Seguono Bambolina (1993) e Moto perpetuo (1994), dischi fatti di canzoni pop-rock eleganti e intrise di sentimenti, frutto di riflessioni che lentamente trovano nuove espressioni con La consuetudine (2002) e Vulnerabile (2006), passando per Il tempo è dalla mia parte (2017), che è un po’ la sua dichiarazione d’intenti, fino ad arrivare a Stiamo tutti ben calmi, in uscita a novembre 2022, che in qualche modo racchiude 40 anni di carriera dell’artista catanese. (La redazione)

«Discorsi sulla musica» con Luca Madonia © di Luca D’Ambrosio

Luca Madonia (ph Giovanni Canitano)

Qual è stato il momento preciso in cui hai deciso di dedicare la tua vita alla musica?

Ero veramente un bambino, avevo 8 anni, e mi innamorai perdutamente dei Beatles e lì provai un’attrazione fatale per la musica! Con i Denovo nell’82 capii che sarebbe stato il mio mestiere. Ero iscritto a Medicina, quasi alla fine decisi che sarebbe stato meglio diventare un “mediocre” musicista piuttosto che un pessimo medico!

Quali sono state le difficoltà iniziali?

Avere vent’anni ti fa vincere tutte le difficoltà, hai un tale fuoco dentro che riesci a “bruciare” ogni ostacolo! Certo, venendo dalla Sicilia, di chilometri ne abbiamo fatti!

Qual è la cosa più bella che ricordi dei tuoi inizi?

Sicuramente la magia che si è creata fra noi Denovo, le affinità e la grinta che avevamo! Ricordo ancora con gioia i pomeriggi, tutti, passati nel garage dei miei a sperimentare un nostro suono, a essere unici e soprattutto a divertirci veramente!

Oggi, invece, quali sono le principali difficoltà per chi come te fa musica?

Oggi è cambiato il mondo, la globalizzazione e internet hanno dato moltissime chances a tanti ma c’è forse troppa roba! La mia forza è la consapevolezza che una parte della mia generazione è cresciuta con me e ancora mi supporta.

Pensi che in questo particolare momento storico ci sia un approccio culturale differente tra un artista affermato e uno che sta muovendo i primi passi?

Scuramente sì. Quando abbiamo iniziato ci si doveva fare le ossa sul campo, si cresceva e si imparava dalla vita a fare questo mestiere. Oggi è più facile per un giovane diventare famosissimo in poco tempo ma se poi le cose scemano un po’ si finisce in analisi!
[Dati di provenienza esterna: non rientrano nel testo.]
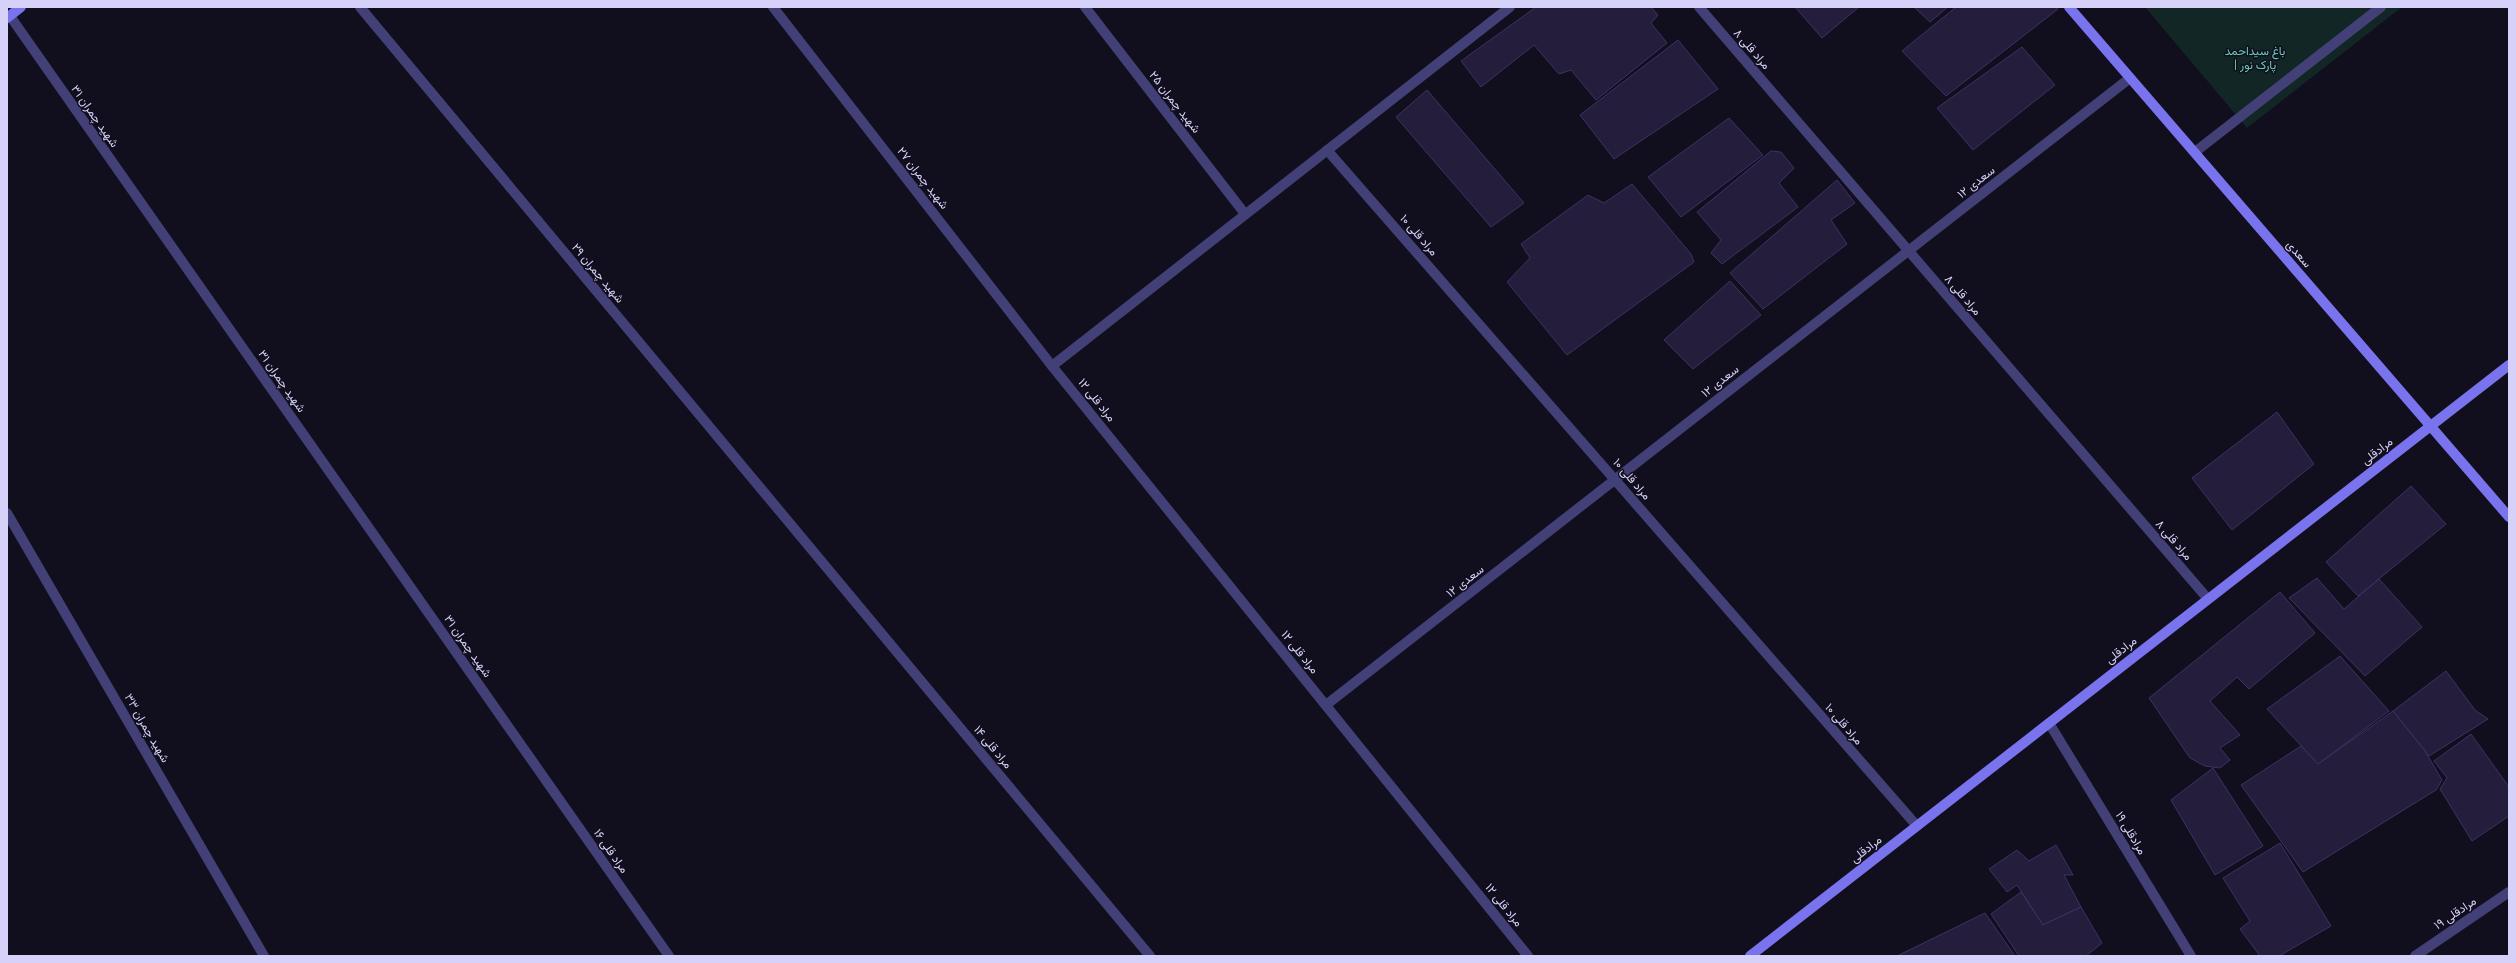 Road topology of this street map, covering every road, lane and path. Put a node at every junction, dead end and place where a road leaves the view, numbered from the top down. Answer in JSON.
{"nodes":[{"id":1,"x":21,"y":7,"type":"edge"},
{"id":2,"x":360,"y":7,"type":"edge"},
{"id":3,"x":773,"y":7,"type":"edge"},
{"id":4,"x":1085,"y":7,"type":"edge"},
{"id":5,"x":1510,"y":7,"type":"edge"},
{"id":6,"x":1699,"y":7,"type":"edge"},
{"id":7,"x":2069,"y":7,"type":"edge"},
{"id":8,"x":2381,"y":7,"type":"edge"},
{"id":9,"x":8,"y":17,"type":"edge"},
{"id":10,"x":2130,"y":78,"type":"junction"},
{"id":11,"x":1327,"y":150,"type":"junction"},
{"id":12,"x":2195,"y":152,"type":"junction"},
{"id":13,"x":1245,"y":214,"type":"junction"},
{"id":14,"x":1909,"y":251,"type":"junction"},
{"id":15,"x":2509,"y":365,"type":"edge"},
{"id":16,"x":1052,"y":366,"type":"junction"},
{"id":17,"x":2430,"y":426,"type":"junction"},
{"id":18,"x":1615,"y":480,"type":"junction"},
{"id":19,"x":7,"y":513,"type":"edge"},
{"id":20,"x":2509,"y":518,"type":"edge"},
{"id":21,"x":816,"y":555,"type":"joint"},
{"id":22,"x":2208,"y":599,"type":"junction"},
{"id":23,"x":1326,"y":705,"type":"junction"},
{"id":24,"x":2049,"y":723,"type":"junction"},
{"id":25,"x":532,"y":761,"type":"joint"},
{"id":26,"x":1916,"y":826,"type":"junction"},
{"id":27,"x":2509,"y":892,"type":"edge"},
{"id":28,"x":264,"y":956,"type":"edge"},
{"id":29,"x":669,"y":956,"type":"edge"},
{"id":30,"x":1150,"y":956,"type":"edge"},
{"id":31,"x":1528,"y":956,"type":"edge"},
{"id":32,"x":1750,"y":956,"type":"edge"},
{"id":33,"x":2191,"y":956,"type":"edge"},
{"id":34,"x":2415,"y":956,"type":"edge"}],
"edges":[{"from":1,"to":9,"type":"street"},
{"from":2,"to":21,"type":"street","name":"شهید چمران ۲۹"},
{"from":3,"to":16,"type":"street","name":"شهید چمران ۲۷"},
{"from":4,"to":13,"type":"street","name":"شهید چمران ۲۵"},
{"from":5,"to":11,"type":"street"},
{"from":6,"to":14,"type":"street","name":"مراد قلی ۸"},
{"from":7,"to":10,"type":"street","name":"سعدی"},
{"from":8,"to":12,"type":"street"},
{"from":9,"to":25,"type":"street","name":"شهید چمران ۳۱"},
{"from":10,"to":12,"type":"street","name":"سعدی"},
{"from":10,"to":14,"type":"street","name":"سعدی ۱۲"},
{"from":11,"to":13,"type":"street"},
{"from":11,"to":18,"type":"street","name":"مراد قلی ۱۰"},
{"from":12,"to":17,"type":"street","name":"سعدی"},
{"from":13,"to":16,"type":"street"},
{"from":14,"to":18,"type":"street","name":"سعدی ۱۲"},
{"from":14,"to":22,"type":"street","name":"مراد قلی ۸"},
{"from":15,"to":17,"type":"street","name":"مرادقلی"},
{"from":16,"to":23,"type":"street","name":"مراد قلی ۱۲"},
{"from":17,"to":20,"type":"street","name":"سعدی"},
{"from":17,"to":22,"type":"street","name":"مرادقلی"},
{"from":18,"to":23,"type":"street","name":"سعدی ۱۲"},
{"from":18,"to":26,"type":"street","name":"مراد قلی ۱۰"},
{"from":19,"to":28,"type":"street","name":"شهید چمران ۳۳"},
{"from":21,"to":30,"type":"street","name":"مراد قلی ۱۴"},
{"from":22,"to":24,"type":"street","name":"مرادقلی"},
{"from":23,"to":31,"type":"street","name":"مراد قلی ۱۲"},
{"from":24,"to":26,"type":"street","name":"مرادقلی"},
{"from":24,"to":33,"type":"street","name":"مرادقلی ۱۹"},
{"from":25,"to":29,"type":"street","name":"مراد قلی ۱۶"},
{"from":26,"to":32,"type":"street","name":"مرادقلی"},
{"from":27,"to":34,"type":"street","name":"مرادقلی ۱۹"}]}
E poi rimango dell’idea che la qualità vince sempre sui numeri!

C’è invece qualcosa di positivo nel fare musica in questi anni ’20 del terzo millennio?

Quando c’è arte, in generale, è sempre un fatto positivo! La musica è qualcosa di liberatorio che aiuta a superare momenti bui sia per chi la fa che per chi l’ascolta.

Quanto sei “social” e “tecnologico”?

Direi veramente molto poco, per fortuna ho i miei figli che mi danno una mano! Nel bene e nel male sono sempre del secolo scorso!

Una domanda da 100 milioni di dollari. Che cos’è la musica?

Credo che la musica sia vita! È forse una delle migliori terapie contro l’appiattimento e l’ignoranza a patto però che sia di un certo livello! Deve elevare i sentimenti stimolando la sensibilità di ciascuno.

Quali sono stati gli artisti e/o i dischi principali che in qualche modo ti hanno influenzato?

A parte i Beatles, come ti dicevo, ho amato tanto gli XTC, i Talking Heads, Costello e i Police negli anni ’80, tutta musica che ci ha influenzato come Denovo. ovviamente anche Mozart se la cavicchiava!

Quanto sono importanti nella vita, così come nell’arte, la curiosità e l’assenza di pregiudizio?

Beh, la curiosità è tutto, ti spinge ad andare avanti per capire tante cose, metabolizzare ogni cosa e crescere. I pregiudizi sono un po’ come la coerenza: virtù degli stolti!

Nella musica, sia per chi la fa e sia per chi la critica, c’è qualcosa che non sopporti?

Non sopporto tante cose, soprattutto nella vita reale, la musica ne è solo un aspetto!

Il tuo genere musicale preferito assoluto?

Sai, con l’età la pelle d’oca scompare, forse per fortuna, ma sono sempre affascinato dal bello, da ciò che veramente mi sorprende.

Un disco che hai realizzato e che consiglieresti a chi non ancora non ti conosce.

Banalmente direi l’ultimo “Stiamo tutti ben calmi “, c’è dentro tutta la mia storia, riletta e interpretata in modo più cerebrale e maturo.

Parliamo invece di una cosa davvero difficile da spiegare. Secondo te, come si raggiunge una propria identità artistica, al punto da essere riconosciuta e apprezzata da un determinato pubblico?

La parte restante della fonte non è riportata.